- [About this exercise]:
Give every entry again precisely as it appears.

⁂

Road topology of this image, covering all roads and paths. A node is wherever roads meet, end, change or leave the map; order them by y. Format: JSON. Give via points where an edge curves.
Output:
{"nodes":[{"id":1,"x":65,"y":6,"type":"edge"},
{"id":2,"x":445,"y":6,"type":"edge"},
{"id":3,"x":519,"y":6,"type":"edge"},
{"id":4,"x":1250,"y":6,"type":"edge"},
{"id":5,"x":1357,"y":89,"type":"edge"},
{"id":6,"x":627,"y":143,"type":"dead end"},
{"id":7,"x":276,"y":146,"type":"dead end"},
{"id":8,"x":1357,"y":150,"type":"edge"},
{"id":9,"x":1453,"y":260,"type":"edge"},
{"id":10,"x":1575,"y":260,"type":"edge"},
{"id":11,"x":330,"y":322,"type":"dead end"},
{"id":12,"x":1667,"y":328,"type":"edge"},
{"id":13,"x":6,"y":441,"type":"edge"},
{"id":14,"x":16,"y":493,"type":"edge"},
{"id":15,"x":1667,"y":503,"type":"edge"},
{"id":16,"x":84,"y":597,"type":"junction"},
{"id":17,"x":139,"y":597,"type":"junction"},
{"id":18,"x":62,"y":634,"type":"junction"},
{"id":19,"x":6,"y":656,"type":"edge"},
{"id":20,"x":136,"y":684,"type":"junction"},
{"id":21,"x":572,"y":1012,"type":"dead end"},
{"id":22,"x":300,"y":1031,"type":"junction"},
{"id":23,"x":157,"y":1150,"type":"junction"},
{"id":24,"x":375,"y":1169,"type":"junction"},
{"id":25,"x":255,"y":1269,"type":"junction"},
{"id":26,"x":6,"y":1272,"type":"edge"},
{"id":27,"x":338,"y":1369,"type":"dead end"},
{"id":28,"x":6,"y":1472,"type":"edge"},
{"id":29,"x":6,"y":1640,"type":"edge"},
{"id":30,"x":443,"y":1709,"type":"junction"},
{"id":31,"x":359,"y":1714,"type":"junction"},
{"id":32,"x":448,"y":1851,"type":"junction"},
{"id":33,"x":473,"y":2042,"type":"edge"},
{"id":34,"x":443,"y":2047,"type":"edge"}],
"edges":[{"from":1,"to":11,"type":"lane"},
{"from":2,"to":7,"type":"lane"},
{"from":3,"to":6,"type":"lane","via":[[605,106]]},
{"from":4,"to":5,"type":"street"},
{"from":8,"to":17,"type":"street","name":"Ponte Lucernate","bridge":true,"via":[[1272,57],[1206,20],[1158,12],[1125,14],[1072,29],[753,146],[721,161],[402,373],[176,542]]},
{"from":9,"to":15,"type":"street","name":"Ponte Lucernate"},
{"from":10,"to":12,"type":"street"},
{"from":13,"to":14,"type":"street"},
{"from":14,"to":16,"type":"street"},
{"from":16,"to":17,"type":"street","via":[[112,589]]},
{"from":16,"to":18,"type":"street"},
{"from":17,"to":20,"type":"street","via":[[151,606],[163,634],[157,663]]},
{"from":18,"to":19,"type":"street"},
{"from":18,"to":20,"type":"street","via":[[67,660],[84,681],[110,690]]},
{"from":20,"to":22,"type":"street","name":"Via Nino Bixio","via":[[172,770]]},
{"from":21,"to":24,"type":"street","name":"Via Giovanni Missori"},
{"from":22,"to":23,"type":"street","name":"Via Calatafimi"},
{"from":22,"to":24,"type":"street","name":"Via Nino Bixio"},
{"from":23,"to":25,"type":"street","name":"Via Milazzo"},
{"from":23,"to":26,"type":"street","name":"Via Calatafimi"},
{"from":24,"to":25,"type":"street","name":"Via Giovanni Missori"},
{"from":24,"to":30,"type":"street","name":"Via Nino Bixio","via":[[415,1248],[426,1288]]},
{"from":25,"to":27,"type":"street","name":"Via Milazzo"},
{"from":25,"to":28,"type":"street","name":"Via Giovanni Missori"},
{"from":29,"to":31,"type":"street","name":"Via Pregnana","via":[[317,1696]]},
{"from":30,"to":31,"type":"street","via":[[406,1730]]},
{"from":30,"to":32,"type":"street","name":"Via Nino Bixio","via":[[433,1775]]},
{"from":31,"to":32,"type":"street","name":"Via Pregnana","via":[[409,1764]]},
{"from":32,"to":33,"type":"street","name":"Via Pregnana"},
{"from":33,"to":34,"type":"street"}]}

⁂

- [Task response]:
Road topology of this image, covering all roads and paths. A node is wherever roads meet, end, change or leave the map; order them by y. Format: JSON. Give via points where an edge curves.
Output:
{"nodes":[{"id":1,"x":65,"y":6,"type":"edge"},
{"id":2,"x":445,"y":6,"type":"edge"},
{"id":3,"x":519,"y":6,"type":"edge"},
{"id":4,"x":1250,"y":6,"type":"edge"},
{"id":5,"x":1357,"y":89,"type":"edge"},
{"id":6,"x":627,"y":143,"type":"dead end"},
{"id":7,"x":276,"y":146,"type":"dead end"},
{"id":8,"x":1357,"y":150,"type":"edge"},
{"id":9,"x":1453,"y":260,"type":"edge"},
{"id":10,"x":1575,"y":260,"type":"edge"},
{"id":11,"x":330,"y":322,"type":"dead end"},
{"id":12,"x":1667,"y":328,"type":"edge"},
{"id":13,"x":6,"y":441,"type":"edge"},
{"id":14,"x":16,"y":493,"type":"edge"},
{"id":15,"x":1667,"y":503,"type":"edge"},
{"id":16,"x":84,"y":597,"type":"junction"},
{"id":17,"x":139,"y":597,"type":"junction"},
{"id":18,"x":62,"y":634,"type":"junction"},
{"id":19,"x":6,"y":656,"type":"edge"},
{"id":20,"x":136,"y":684,"type":"junction"},
{"id":21,"x":572,"y":1012,"type":"dead end"},
{"id":22,"x":300,"y":1031,"type":"junction"},
{"id":23,"x":157,"y":1150,"type":"junction"},
{"id":24,"x":375,"y":1169,"type":"junction"},
{"id":25,"x":255,"y":1269,"type":"junction"},
{"id":26,"x":6,"y":1272,"type":"edge"},
{"id":27,"x":338,"y":1369,"type":"dead end"},
{"id":28,"x":6,"y":1472,"type":"edge"},
{"id":29,"x":6,"y":1640,"type":"edge"},
{"id":30,"x":443,"y":1709,"type":"junction"},
{"id":31,"x":359,"y":1714,"type":"junction"},
{"id":32,"x":448,"y":1851,"type":"junction"},
{"id":33,"x":473,"y":2042,"type":"edge"},
{"id":34,"x":443,"y":2047,"type":"edge"}],
"edges":[{"from":1,"to":11,"type":"lane"},
{"from":2,"to":7,"type":"lane"},
{"from":3,"to":6,"type":"lane","via":[[605,106]]},
{"from":4,"to":5,"type":"street"},
{"from":8,"to":17,"type":"street","name":"Ponte Lucernate","bridge":true,"via":[[1272,57],[1206,20],[1158,12],[1125,14],[1072,29],[753,146],[721,161],[402,373],[176,542]]},
{"from":9,"to":15,"type":"street","name":"Ponte Lucernate"},
{"from":10,"to":12,"type":"street"},
{"from":13,"to":14,"type":"street"},
{"from":14,"to":16,"type":"street"},
{"from":16,"to":17,"type":"street","via":[[112,589]]},
{"from":16,"to":18,"type":"street"},
{"from":17,"to":20,"type":"street","via":[[151,606],[163,634],[157,663]]},
{"from":18,"to":19,"type":"street"},
{"from":18,"to":20,"type":"street","via":[[67,660],[84,681],[110,690]]},
{"from":20,"to":22,"type":"street","name":"Via Nino Bixio","via":[[172,770]]},
{"from":21,"to":24,"type":"street","name":"Via Giovanni Missori"},
{"from":22,"to":23,"type":"street","name":"Via Calatafimi"},
{"from":22,"to":24,"type":"street","name":"Via Nino Bixio"},
{"from":23,"to":25,"type":"street","name":"Via Milazzo"},
{"from":23,"to":26,"type":"street","name":"Via Calatafimi"},
{"from":24,"to":25,"type":"street","name":"Via Giovanni Missori"},
{"from":24,"to":30,"type":"street","name":"Via Nino Bixio","via":[[415,1248],[426,1288]]},
{"from":25,"to":27,"type":"street","name":"Via Milazzo"},
{"from":25,"to":28,"type":"street","name":"Via Giovanni Missori"},
{"from":29,"to":31,"type":"street","name":"Via Pregnana","via":[[317,1696]]},
{"from":30,"to":31,"type":"street","via":[[406,1730]]},
{"from":30,"to":32,"type":"street","name":"Via Nino Bixio","via":[[433,1775]]},
{"from":31,"to":32,"type":"street","name":"Via Pregnana","via":[[409,1764]]},
{"from":32,"to":33,"type":"street","name":"Via Pregnana"},
{"from":33,"to":34,"type":"street"}]}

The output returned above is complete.